------ Available data

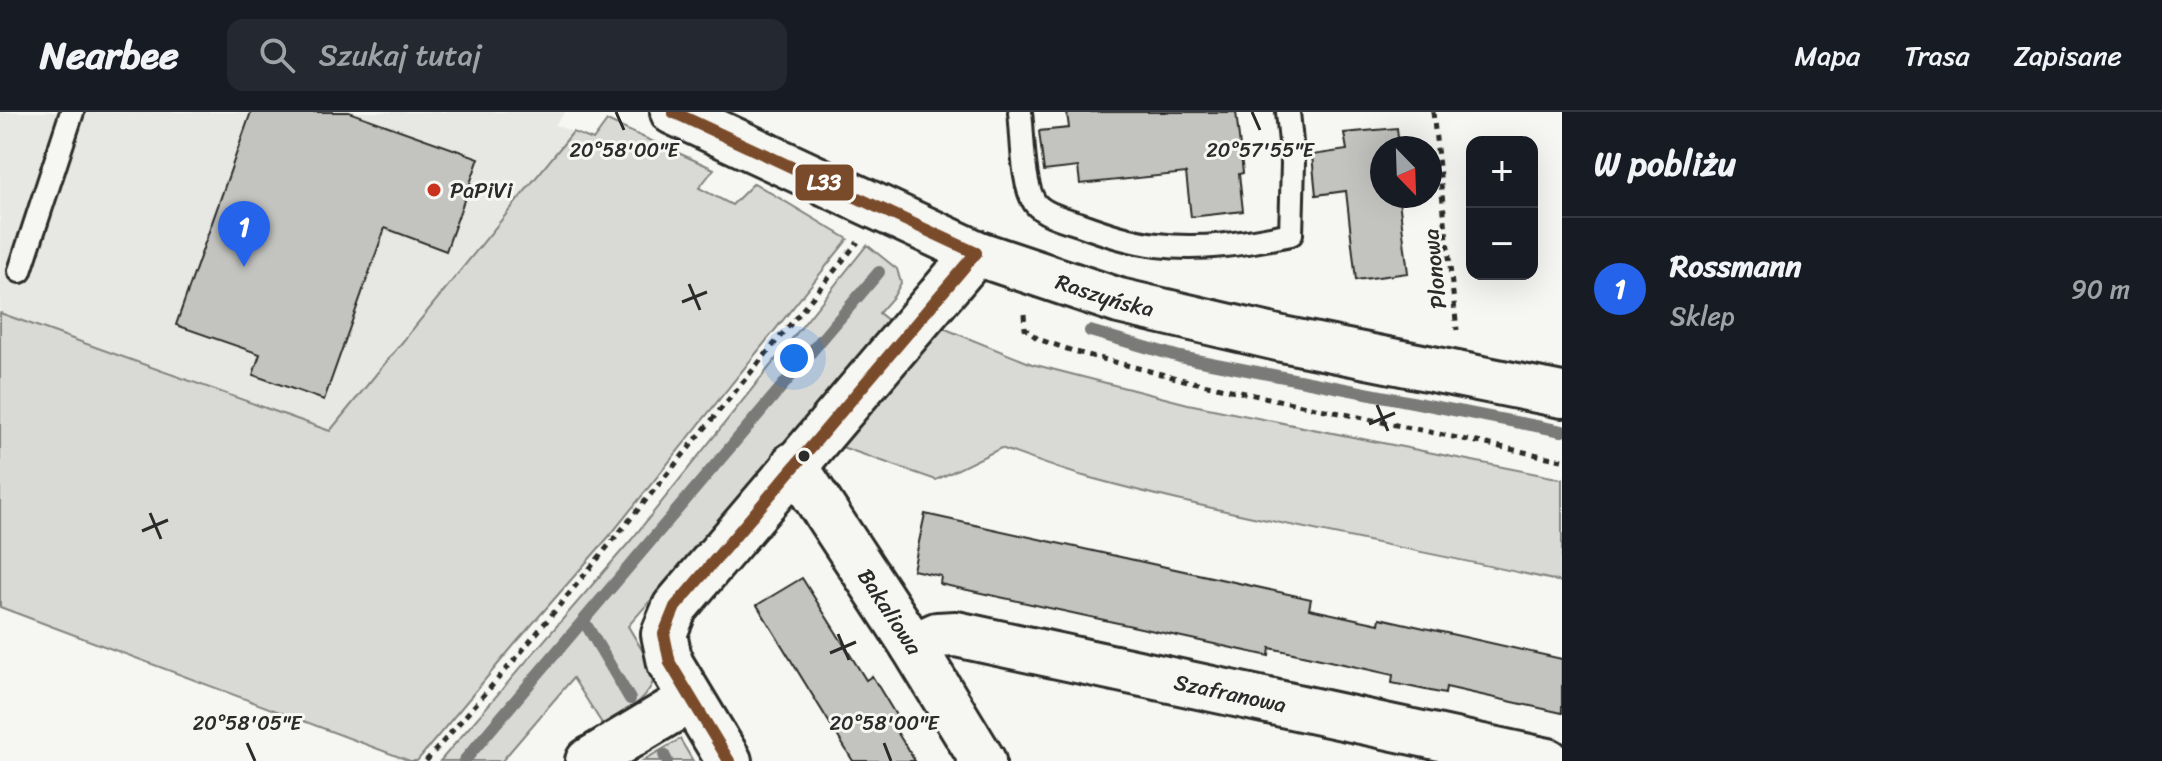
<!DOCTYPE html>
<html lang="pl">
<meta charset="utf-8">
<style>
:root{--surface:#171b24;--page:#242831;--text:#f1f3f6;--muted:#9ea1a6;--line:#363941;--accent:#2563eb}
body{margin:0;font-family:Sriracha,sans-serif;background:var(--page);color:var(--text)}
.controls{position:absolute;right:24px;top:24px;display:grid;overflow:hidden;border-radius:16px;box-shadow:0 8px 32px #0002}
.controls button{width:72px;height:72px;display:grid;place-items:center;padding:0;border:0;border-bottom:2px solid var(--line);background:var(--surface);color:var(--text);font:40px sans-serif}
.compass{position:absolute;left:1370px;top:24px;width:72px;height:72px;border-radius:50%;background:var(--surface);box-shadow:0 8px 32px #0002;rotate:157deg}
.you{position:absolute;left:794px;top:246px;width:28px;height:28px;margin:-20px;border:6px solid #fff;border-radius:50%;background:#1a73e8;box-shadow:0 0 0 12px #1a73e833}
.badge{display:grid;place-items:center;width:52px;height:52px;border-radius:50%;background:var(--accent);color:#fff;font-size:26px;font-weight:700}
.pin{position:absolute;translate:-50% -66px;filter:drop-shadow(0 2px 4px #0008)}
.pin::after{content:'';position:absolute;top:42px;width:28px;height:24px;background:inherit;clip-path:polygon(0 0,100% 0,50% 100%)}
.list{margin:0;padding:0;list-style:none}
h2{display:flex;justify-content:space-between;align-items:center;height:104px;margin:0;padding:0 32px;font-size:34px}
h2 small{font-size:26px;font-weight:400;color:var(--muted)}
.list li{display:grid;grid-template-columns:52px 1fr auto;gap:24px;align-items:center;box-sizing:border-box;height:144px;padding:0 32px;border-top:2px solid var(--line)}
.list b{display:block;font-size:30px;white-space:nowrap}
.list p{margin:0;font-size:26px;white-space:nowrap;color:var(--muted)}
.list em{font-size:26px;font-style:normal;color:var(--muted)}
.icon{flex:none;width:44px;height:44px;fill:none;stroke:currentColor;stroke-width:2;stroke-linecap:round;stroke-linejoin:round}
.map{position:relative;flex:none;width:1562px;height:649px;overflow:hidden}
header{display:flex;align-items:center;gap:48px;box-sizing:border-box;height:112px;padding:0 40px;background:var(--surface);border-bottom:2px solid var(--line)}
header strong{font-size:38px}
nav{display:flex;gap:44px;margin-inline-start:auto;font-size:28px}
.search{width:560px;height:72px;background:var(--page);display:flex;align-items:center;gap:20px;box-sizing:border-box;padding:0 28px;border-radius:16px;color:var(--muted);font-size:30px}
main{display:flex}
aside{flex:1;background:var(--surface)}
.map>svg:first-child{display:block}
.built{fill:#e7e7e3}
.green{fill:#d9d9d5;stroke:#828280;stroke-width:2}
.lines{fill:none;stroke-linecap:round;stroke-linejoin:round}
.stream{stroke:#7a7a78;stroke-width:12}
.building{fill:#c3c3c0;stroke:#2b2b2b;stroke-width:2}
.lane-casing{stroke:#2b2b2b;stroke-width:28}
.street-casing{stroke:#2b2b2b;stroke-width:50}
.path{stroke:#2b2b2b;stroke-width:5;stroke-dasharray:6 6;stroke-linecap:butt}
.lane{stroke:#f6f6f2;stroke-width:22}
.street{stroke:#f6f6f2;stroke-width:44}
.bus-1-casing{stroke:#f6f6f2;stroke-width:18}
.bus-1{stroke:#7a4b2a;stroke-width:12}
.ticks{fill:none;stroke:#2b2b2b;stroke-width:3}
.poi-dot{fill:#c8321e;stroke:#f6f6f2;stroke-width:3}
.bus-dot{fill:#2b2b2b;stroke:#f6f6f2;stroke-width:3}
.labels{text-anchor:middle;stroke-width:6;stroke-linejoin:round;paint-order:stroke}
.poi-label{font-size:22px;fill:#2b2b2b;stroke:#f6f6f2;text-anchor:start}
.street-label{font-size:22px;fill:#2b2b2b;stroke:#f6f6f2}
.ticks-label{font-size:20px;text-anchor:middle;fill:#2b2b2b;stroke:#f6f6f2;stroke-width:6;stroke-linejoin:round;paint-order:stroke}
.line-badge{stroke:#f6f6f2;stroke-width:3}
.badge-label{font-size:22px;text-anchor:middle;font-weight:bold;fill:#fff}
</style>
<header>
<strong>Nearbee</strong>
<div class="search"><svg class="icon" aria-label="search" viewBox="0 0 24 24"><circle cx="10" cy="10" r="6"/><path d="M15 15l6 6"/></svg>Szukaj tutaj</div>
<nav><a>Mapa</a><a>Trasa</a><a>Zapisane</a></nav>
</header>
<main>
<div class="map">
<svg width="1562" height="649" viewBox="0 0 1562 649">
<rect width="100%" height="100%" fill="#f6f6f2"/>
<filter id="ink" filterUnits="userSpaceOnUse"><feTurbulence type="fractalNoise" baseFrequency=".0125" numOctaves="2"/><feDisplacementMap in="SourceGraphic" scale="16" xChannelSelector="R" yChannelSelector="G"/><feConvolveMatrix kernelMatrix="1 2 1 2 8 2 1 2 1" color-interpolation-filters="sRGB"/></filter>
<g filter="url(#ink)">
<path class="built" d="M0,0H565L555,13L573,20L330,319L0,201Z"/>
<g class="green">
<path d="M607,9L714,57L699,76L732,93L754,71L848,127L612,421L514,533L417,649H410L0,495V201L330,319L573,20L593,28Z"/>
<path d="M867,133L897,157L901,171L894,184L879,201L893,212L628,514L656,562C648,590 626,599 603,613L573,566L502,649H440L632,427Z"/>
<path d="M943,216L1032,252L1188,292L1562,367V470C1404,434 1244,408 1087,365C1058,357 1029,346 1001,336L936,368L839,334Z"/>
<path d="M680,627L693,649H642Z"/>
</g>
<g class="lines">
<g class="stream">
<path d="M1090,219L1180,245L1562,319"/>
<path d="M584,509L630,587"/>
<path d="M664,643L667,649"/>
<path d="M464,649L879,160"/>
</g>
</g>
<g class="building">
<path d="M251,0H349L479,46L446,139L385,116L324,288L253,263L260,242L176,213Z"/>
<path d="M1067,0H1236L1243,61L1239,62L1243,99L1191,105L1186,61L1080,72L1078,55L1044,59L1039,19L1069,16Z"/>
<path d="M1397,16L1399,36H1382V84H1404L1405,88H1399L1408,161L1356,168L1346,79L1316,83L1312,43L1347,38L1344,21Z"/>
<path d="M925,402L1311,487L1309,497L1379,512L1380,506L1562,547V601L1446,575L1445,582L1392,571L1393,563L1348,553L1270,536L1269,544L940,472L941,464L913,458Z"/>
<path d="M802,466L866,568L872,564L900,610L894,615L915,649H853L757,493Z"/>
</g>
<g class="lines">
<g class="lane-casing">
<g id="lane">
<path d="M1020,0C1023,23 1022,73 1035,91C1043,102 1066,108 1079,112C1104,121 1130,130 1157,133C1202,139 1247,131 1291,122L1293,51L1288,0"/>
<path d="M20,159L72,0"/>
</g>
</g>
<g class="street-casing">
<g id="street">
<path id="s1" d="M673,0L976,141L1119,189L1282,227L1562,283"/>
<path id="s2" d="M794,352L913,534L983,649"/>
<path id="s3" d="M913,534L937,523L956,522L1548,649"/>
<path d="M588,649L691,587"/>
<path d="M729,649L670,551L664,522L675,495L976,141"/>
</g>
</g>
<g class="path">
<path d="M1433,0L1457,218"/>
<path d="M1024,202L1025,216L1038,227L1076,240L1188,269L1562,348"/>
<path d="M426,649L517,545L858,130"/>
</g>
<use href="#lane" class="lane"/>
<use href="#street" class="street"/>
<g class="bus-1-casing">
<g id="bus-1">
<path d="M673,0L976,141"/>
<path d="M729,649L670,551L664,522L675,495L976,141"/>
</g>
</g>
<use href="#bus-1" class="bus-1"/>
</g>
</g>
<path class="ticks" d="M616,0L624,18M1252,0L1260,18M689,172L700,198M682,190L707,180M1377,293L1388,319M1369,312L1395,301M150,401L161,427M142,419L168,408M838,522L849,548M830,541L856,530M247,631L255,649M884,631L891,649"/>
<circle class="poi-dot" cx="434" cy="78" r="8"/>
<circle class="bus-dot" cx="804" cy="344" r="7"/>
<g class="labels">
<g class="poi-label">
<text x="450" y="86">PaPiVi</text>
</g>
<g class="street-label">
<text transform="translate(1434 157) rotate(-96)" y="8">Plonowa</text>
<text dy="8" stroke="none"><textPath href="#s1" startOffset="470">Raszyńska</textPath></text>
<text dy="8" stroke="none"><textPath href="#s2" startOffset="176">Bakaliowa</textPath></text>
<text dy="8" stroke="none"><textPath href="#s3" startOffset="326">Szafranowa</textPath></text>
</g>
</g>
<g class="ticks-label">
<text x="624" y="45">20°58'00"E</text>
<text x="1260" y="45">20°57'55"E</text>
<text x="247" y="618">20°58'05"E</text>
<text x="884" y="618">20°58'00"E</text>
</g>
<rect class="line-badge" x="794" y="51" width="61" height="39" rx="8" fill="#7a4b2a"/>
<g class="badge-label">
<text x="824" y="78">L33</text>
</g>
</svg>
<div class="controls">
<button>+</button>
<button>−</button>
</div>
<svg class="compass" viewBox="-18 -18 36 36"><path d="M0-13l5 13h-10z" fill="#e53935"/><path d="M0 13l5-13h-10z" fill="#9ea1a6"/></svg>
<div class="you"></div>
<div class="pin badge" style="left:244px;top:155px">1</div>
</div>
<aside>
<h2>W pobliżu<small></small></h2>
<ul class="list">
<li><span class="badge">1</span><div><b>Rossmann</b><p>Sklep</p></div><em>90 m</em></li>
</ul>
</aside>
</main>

------------

- [What you will do]: Give again, exactly, the lines from the start of the data through the one holding "solid #fff;border-radius:50%;background:#1a73e8;box-shadow:0 0"; omit the pictures.

- [Solution to this task]:
<!DOCTYPE html>
<html lang="pl">
<meta charset="utf-8">
<style>
:root{--surface:#171b24;--page:#242831;--text:#f1f3f6;--muted:#9ea1a6;--line:#363941;--accent:#2563eb}
body{margin:0;font-family:Sriracha,sans-serif;background:var(--page);color:var(--text)}
.controls{position:absolute;right:24px;top:24px;display:grid;overflow:hidden;border-radius:16px;box-shadow:0 8px 32px #0002}
.controls button{width:72px;height:72px;display:grid;place-items:center;padding:0;border:0;border-bottom:2px solid var(--line);background:var(--surface);color:var(--text);font:40px sans-serif}
.compass{position:absolute;left:1370px;top:24px;width:72px;height:72px;border-radius:50%;background:var(--surface);box-shadow:0 8px 32px #0002;rotate:157deg}
.you{position:absolute;left:794px;top:246px;width:28px;height:28px;margin:-20px;border:6px solid #fff;border-radius:50%;background:#1a73e8;box-shadow:0 0 0 12px #1a73e833}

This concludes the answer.